FOR THE RECORD is an ongoing artist essay series at BeatRoute where we invite some of our favourite artists to explore themes on their albums to provide a deeper level of insight into their work. On April 3, Toronto’s Scott Hardware will be releasing his sophomore album, Engel, on Telephone Explosion Records.

“Engel” was the first song written and the last to be recorded for the album. It’s difficult to listen to — it brings to mind so much frustration and self-doubt. It represents the difficulty and the ecstasy of making this album.

Some songs just pour out of you — “Engel” was like that. I wrote it first and subsequently named the album after it. I’d tell people I showed it to during the process that it was the “thesis statement.”
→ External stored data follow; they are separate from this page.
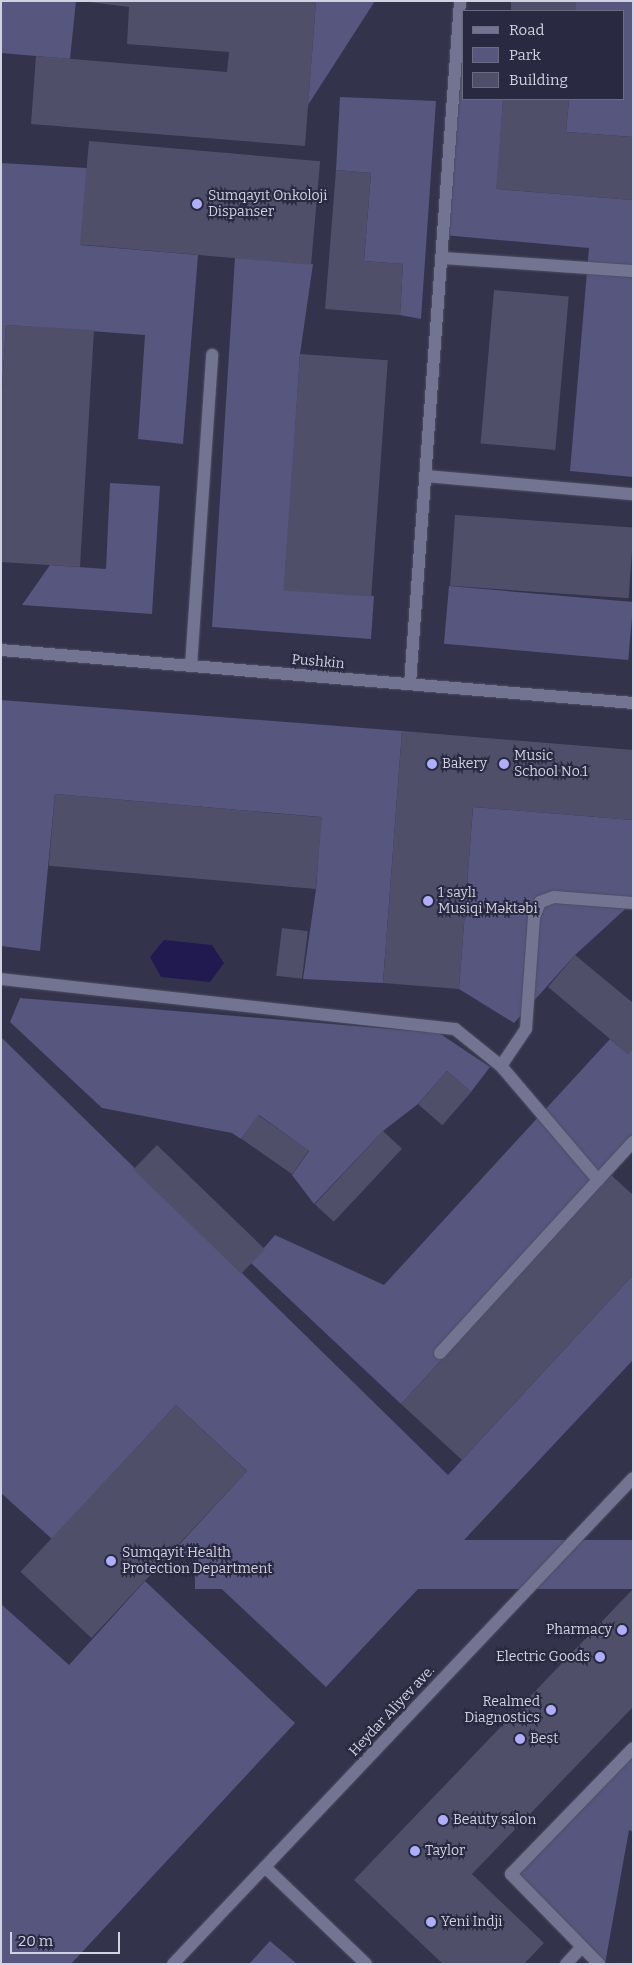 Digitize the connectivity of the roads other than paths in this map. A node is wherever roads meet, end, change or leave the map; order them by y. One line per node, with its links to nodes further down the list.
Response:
1 (460, 1): 2 (main road)
2 (442, 258): 3 (main road); 5 (main road)
3 (633, 271)
4 (212, 355): 8 (main road)
5 (426, 476): 6 (main road); 9 (main road)
6 (633, 494)
7 (1, 650): 8 (main road, Pushkin)
8 (192, 666): 9 (main road, Pushkin)
9 (410, 684): 10 (main road, Pushkin)
10 (633, 703)
11 (633, 903): 13 (main road)
12 (1, 980): 13 (main road)
13 (500, 1066): 15 (main road)
14 (633, 1142): 15 (main road)
15 (598, 1180): 16 (main road)
16 (440, 1353)
17 (633, 1478): 19 (main road, Heydar Aliyev ave.)
18 (632, 1752): 20 (main road)
19 (265, 1867): 21 (main road, Heydar Aliyev ave.); 22 (main road)
20 (582, 1947): 23 (main road); 24 (main road)
21 (173, 1964)
22 (366, 1964)
23 (566, 1964)
24 (599, 1964) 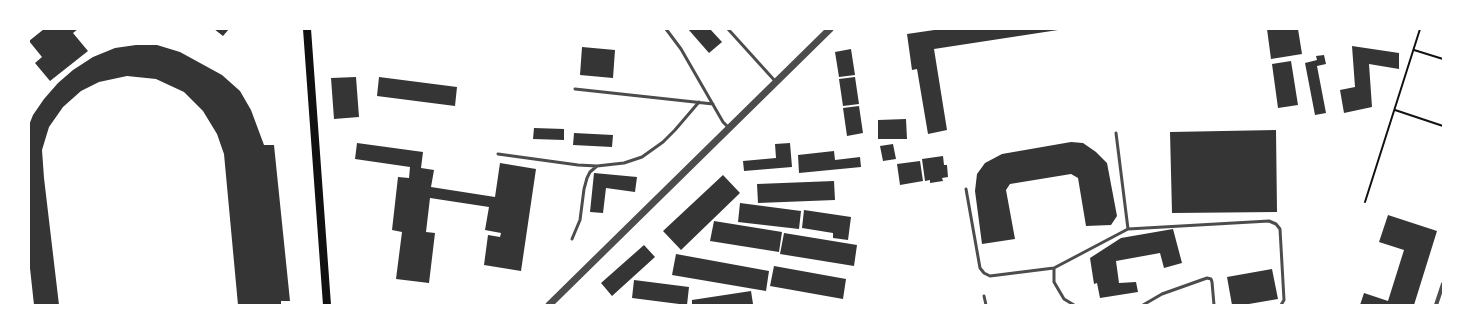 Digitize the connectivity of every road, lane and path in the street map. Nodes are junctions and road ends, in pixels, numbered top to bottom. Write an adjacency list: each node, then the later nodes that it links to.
1 (306, 29): 25 (main road)
2 (666, 29): 11 (lane)
3 (728, 29): 8 (lane)
4 (830, 29): 8 (street)
5 (1420, 29): 6 (path)
6 (1414, 50): 7 (path); 12 (path)
7 (1443, 59)
8 (776, 82): 14 (street)
9 (576, 89): 10 (lane)
10 (699, 102): 11 (lane); 17 (lane)
11 (713, 104): 14 (lane)
12 (1394, 110): 13 (path); 19 (path)
13 (1443, 126)
14 (729, 128): 26 (street)
15 (1116, 133): 20 (lane)
16 (498, 154): 17 (lane)
17 (597, 166): 21 (lane)
18 (966, 189): 22 (lane)
19 (1365, 202)
20 (1128, 229): 22 (lane); 31 (lane)
21 (572, 239)
22 (1054, 268): 28 (lane)
23 (1443, 284): 32 (street)
24 (984, 296): 27 (lane)
25 (327, 305)
26 (548, 305)
27 (986, 305)
28 (1074, 305)
29 (1143, 305): 30 (lane)
30 (1214, 305)
31 (1281, 305)
32 (1436, 305) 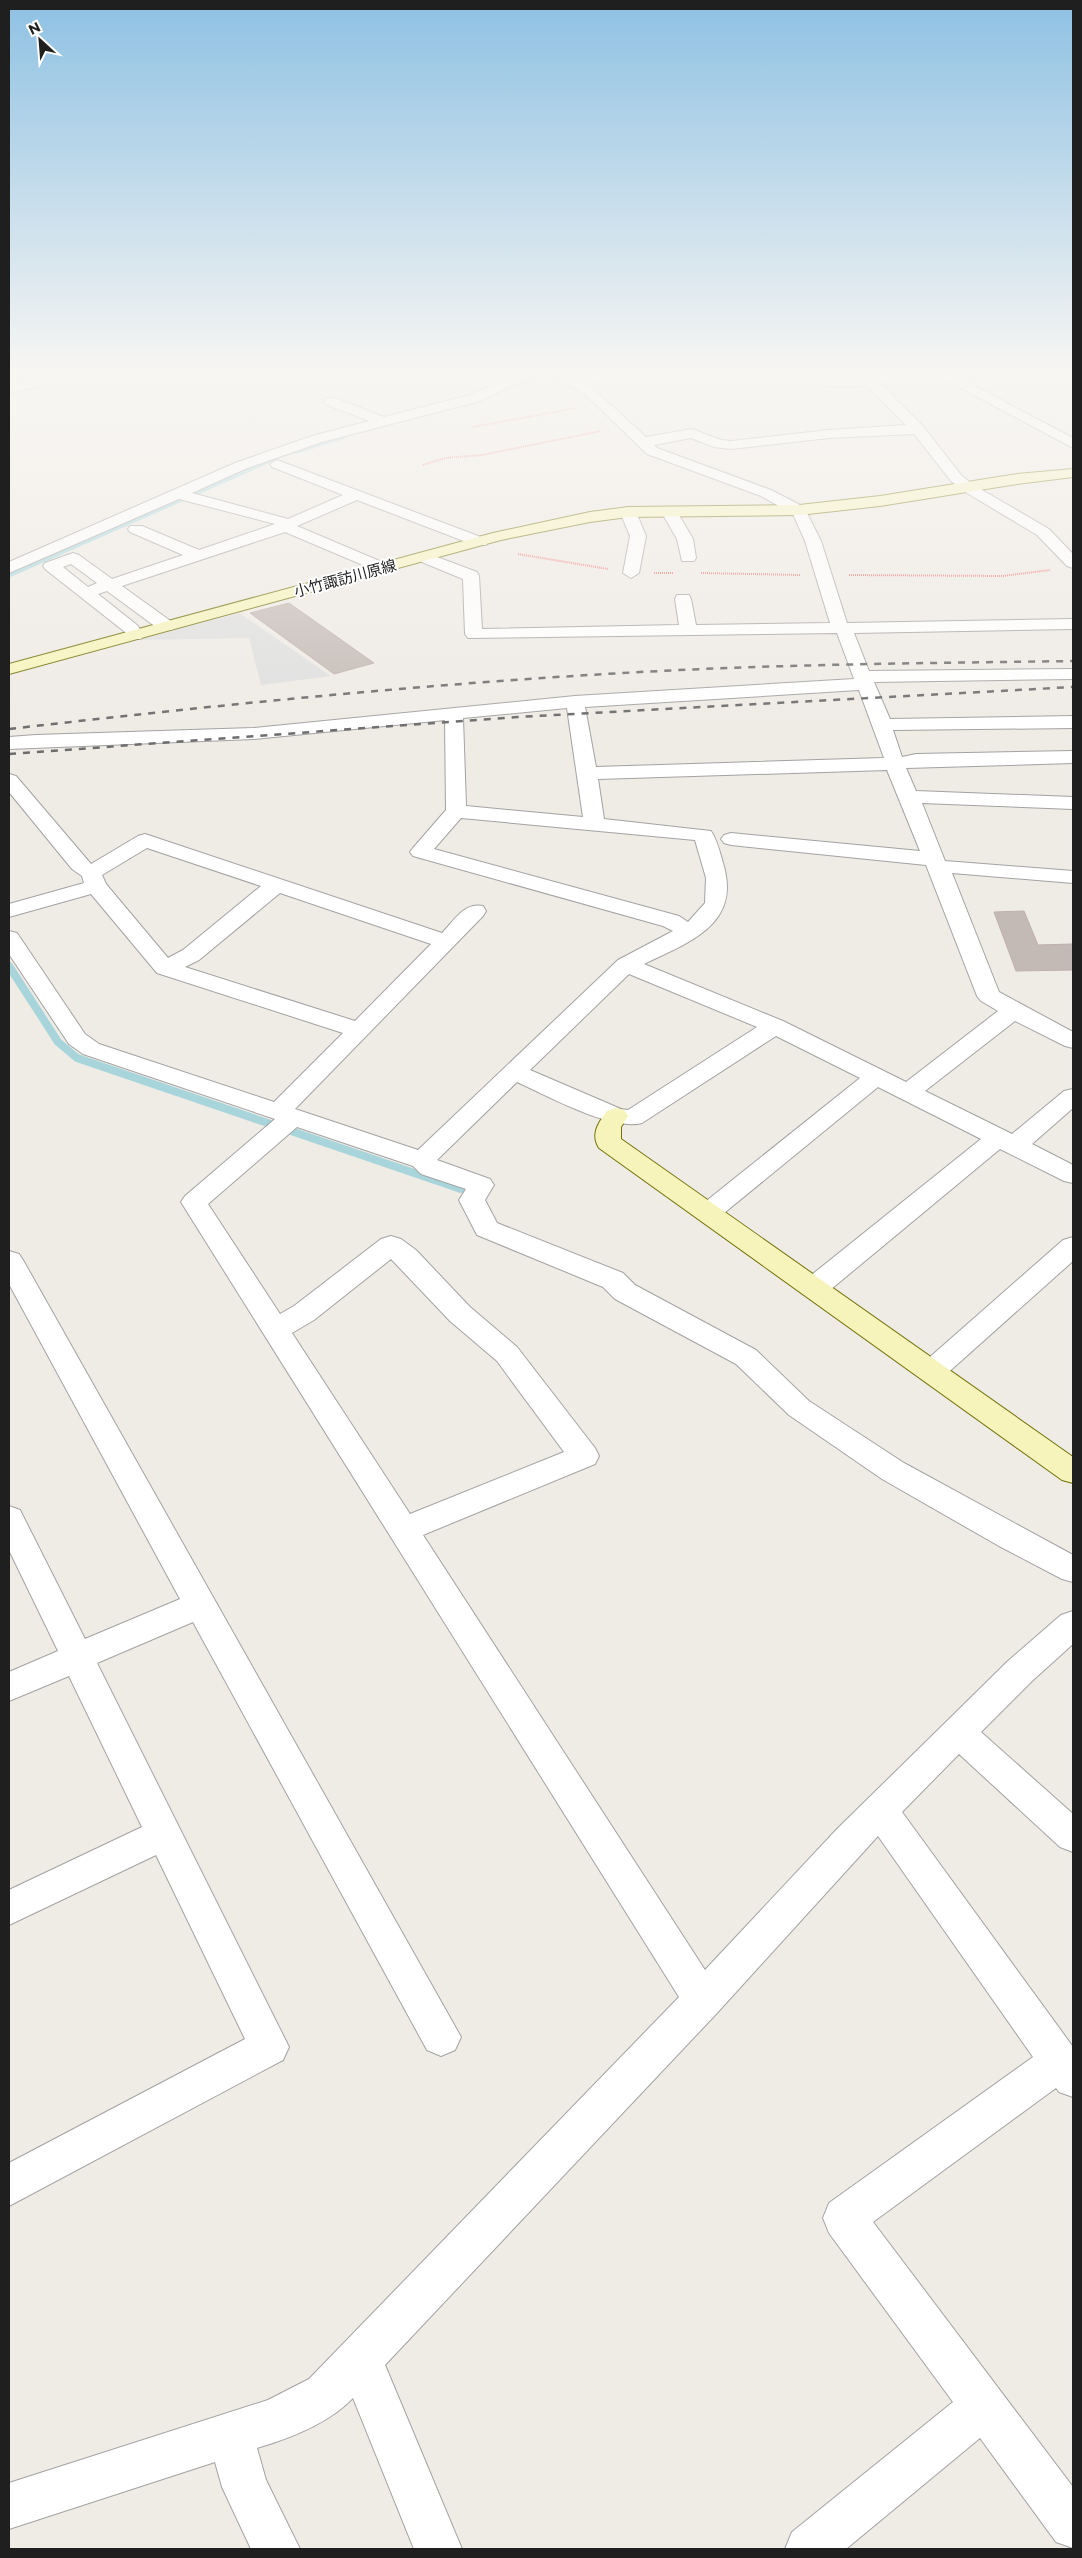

It came out in one day, lyrics and all, which almost never happens for me. And it just gave me all the ideas I needed to make a whole record; it was a break up song, sung to a telepathic angel. Angels can hear your thoughts, so dating one would be the absolute height of vulnerability. I suppose that’s what was going through my mind that day.

From there I saw my “in” to writing the lyrics for the rest of the album. If I wrote songs from the perspective of the nosy angels, I had enough of an abstraction to freely write some of my deepest / most difficult thoughts, and those of my loved ones as I perceived them. 

Recording it turned out to be the biggest musical challenge I’ve ever faced. There are three scrapped versions of this song, including one I spent hundreds on a mix for. One was a “house” song closer to the stuff on my last release (Mutate, Repeat, Infinity), another an ADD freakout, another stripped all the way back to my voice and a piano but none of them sat just right.

In the end, with about two weeks left before the whole collection went off to be mastered, I decided to give it one last try. I had been dabbling with found sound and sound design as a production tool (certainly not groundbreaking, but new and very exciting to me). 

I’ve always been obsessed with the accidental music that happens around us at all times living in a city — the clang boom of a construction site, a car horn and a church bell sound at the same time in harmony, stuff like that — so I set about filling out the song with these types of sounds. To my great satisfaction, they took the song out of it’s hyper-personal context and made it a sort of montage in a film. The ideas were intact but the experience was more immersive.

I hope people will take this song for a walk and let smashes and crashes of industry in their headphones mix with the unpredictable and uncontainable soundscape of their surroundings. I hope the chords and melodies give them that autumnal feeling of melancholic butterflies in their stomach.